Materials and Methods

Patients

The proband, a 6-years-and-3-month-old girl, was diagnosed with NB and referred to the Department of Pediatric Hematology/Oncology, West China Second University Hospital of Sichuan University for chemotherapy. The clinical data of the patient were collected. The Ethics Committee of West China Second University Hospital has authorized this study. The patient’s family gave written informed consent, and peripheral blood samples were taken from the patient and her family members.

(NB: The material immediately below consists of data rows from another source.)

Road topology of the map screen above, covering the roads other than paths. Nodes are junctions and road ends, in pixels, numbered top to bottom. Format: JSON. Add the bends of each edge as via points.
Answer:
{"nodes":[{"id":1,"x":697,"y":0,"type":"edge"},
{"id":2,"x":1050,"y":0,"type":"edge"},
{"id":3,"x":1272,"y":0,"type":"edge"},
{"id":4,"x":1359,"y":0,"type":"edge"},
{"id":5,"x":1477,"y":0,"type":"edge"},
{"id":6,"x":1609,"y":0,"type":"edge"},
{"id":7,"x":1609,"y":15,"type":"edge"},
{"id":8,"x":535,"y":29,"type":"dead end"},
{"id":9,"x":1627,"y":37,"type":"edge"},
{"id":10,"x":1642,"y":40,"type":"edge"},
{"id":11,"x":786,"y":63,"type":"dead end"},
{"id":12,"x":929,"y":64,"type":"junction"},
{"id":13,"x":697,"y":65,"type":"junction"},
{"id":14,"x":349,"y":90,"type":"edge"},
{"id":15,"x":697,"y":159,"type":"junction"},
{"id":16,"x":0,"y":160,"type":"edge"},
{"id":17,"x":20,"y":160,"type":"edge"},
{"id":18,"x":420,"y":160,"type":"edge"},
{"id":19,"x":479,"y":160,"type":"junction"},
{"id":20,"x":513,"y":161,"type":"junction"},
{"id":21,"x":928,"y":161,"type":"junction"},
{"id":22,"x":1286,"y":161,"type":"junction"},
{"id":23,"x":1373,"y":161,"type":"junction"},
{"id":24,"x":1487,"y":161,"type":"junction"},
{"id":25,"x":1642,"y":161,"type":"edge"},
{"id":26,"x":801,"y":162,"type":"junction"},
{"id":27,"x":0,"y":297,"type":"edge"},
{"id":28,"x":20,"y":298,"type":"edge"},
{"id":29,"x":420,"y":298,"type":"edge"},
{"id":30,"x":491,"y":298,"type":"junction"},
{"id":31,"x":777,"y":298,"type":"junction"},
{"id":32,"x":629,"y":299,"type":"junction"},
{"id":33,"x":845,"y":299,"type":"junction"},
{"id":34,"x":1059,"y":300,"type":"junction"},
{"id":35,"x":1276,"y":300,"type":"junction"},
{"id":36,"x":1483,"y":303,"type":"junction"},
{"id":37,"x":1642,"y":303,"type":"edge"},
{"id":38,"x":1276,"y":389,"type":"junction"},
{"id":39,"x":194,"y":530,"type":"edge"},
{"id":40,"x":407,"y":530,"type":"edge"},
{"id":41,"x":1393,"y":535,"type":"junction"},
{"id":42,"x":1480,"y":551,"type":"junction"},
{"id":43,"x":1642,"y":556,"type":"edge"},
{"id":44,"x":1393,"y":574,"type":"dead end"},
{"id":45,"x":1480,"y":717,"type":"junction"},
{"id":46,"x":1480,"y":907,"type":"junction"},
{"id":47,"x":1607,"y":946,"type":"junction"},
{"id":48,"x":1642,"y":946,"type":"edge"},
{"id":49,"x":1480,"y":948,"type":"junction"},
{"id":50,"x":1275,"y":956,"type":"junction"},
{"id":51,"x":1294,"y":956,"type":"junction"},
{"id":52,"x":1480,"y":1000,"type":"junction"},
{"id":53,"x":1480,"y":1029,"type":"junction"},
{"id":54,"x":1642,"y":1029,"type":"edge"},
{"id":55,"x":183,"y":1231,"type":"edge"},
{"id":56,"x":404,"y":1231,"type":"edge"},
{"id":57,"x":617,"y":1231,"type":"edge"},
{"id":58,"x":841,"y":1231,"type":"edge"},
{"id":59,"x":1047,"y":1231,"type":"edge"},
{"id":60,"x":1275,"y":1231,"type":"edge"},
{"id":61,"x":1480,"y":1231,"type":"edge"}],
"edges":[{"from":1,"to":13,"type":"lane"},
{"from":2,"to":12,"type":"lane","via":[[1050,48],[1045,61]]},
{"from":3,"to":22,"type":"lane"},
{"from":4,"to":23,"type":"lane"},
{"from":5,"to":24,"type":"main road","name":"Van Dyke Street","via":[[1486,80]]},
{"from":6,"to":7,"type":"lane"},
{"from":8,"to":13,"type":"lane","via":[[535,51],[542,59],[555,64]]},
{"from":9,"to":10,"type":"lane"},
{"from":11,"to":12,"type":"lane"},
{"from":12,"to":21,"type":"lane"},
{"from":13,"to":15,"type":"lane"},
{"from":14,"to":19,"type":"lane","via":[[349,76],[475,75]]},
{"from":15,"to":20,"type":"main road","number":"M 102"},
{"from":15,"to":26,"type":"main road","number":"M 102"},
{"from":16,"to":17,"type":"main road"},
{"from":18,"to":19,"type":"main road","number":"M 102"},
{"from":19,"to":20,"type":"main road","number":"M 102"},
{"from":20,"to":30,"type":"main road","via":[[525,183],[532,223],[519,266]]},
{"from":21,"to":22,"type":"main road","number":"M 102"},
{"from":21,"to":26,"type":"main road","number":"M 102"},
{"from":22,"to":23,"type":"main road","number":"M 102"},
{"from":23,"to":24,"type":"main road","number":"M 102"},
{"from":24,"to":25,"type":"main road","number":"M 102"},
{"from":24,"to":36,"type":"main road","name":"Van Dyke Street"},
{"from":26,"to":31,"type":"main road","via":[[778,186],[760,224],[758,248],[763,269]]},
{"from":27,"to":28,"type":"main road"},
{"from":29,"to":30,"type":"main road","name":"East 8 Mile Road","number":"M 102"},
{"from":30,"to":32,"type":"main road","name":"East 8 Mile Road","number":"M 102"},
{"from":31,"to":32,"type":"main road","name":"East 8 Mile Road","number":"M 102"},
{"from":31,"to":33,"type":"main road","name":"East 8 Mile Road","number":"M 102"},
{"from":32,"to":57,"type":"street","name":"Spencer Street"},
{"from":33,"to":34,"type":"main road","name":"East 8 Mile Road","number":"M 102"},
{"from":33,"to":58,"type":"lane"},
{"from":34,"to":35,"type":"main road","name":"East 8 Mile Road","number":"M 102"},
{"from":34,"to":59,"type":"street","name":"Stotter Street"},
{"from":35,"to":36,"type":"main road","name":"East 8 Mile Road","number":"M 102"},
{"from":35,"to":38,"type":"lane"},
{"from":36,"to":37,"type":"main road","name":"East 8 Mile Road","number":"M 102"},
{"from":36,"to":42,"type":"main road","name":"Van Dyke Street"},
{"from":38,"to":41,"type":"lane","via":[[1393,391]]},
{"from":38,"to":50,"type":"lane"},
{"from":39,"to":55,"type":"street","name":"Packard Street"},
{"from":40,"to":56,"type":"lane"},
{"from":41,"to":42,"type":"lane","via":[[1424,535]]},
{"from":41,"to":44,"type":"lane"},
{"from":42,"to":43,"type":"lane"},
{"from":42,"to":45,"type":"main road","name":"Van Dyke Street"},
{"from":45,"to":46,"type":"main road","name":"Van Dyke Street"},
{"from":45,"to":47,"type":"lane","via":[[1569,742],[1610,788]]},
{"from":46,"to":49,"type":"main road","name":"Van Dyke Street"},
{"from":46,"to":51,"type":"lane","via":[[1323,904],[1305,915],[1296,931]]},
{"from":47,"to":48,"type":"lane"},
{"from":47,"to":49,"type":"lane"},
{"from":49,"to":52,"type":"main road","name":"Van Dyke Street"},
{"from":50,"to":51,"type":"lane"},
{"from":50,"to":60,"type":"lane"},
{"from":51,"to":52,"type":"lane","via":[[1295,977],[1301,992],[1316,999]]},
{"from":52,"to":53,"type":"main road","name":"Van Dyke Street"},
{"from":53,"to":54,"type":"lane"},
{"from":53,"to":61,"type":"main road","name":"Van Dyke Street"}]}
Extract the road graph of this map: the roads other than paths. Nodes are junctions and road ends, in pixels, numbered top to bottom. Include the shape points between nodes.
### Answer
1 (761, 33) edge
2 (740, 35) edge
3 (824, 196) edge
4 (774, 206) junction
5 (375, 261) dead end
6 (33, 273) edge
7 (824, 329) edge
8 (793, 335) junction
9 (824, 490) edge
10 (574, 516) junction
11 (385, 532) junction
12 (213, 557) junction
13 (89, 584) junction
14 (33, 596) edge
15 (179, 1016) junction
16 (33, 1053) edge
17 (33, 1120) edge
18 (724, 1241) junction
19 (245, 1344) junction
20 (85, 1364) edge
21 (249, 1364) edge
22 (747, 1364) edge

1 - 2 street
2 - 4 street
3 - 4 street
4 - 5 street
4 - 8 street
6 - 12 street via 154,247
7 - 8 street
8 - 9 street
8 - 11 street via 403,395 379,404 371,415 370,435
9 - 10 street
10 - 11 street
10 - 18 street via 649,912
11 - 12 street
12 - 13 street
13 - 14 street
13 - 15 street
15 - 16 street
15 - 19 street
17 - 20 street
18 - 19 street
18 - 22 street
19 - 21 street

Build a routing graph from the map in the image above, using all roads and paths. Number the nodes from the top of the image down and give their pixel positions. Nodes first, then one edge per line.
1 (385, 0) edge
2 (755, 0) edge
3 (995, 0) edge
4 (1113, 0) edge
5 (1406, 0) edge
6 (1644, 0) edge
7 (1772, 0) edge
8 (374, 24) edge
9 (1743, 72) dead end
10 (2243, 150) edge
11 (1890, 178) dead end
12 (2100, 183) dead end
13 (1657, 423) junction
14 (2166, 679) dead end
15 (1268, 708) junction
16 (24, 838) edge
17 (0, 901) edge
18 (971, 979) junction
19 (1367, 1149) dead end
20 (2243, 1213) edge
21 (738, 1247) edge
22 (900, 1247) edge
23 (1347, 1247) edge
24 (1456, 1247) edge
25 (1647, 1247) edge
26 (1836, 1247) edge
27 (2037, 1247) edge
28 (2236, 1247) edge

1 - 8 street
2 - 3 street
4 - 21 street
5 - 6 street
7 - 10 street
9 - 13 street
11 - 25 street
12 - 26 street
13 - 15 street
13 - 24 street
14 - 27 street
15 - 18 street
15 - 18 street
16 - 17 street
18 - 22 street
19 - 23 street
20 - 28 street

Candidate Gene Mutation Screening

Genomic DNA was extracted from the peripheral blood of the proband and her family members by a standard phenol/chloroform extraction method. A hematological and neoplastic diseases genes panel was performed on the tumor tissue before chemotherapy from the proband by next generation sequencing (NGS) in collaboration with Kindstar Globalgene Technology (Beijing, China). After the identification of the candidate gene TINF2, all family members underwent locus-specific amplification by polymerase chain reaction (PCR) and Sanger sequencing confirmation.

Bioinformatics

The pathogenic potential of the p. W198fs variant was assessed using Mutation Taster software (http://www.mutationtaster.org/). The I-TASSER service was used to predict the three-dimensional protein structures of wild-type and mutant TIN2 proteins (http://zhanglab.ccmb.med.umich.edu/I-TASSER).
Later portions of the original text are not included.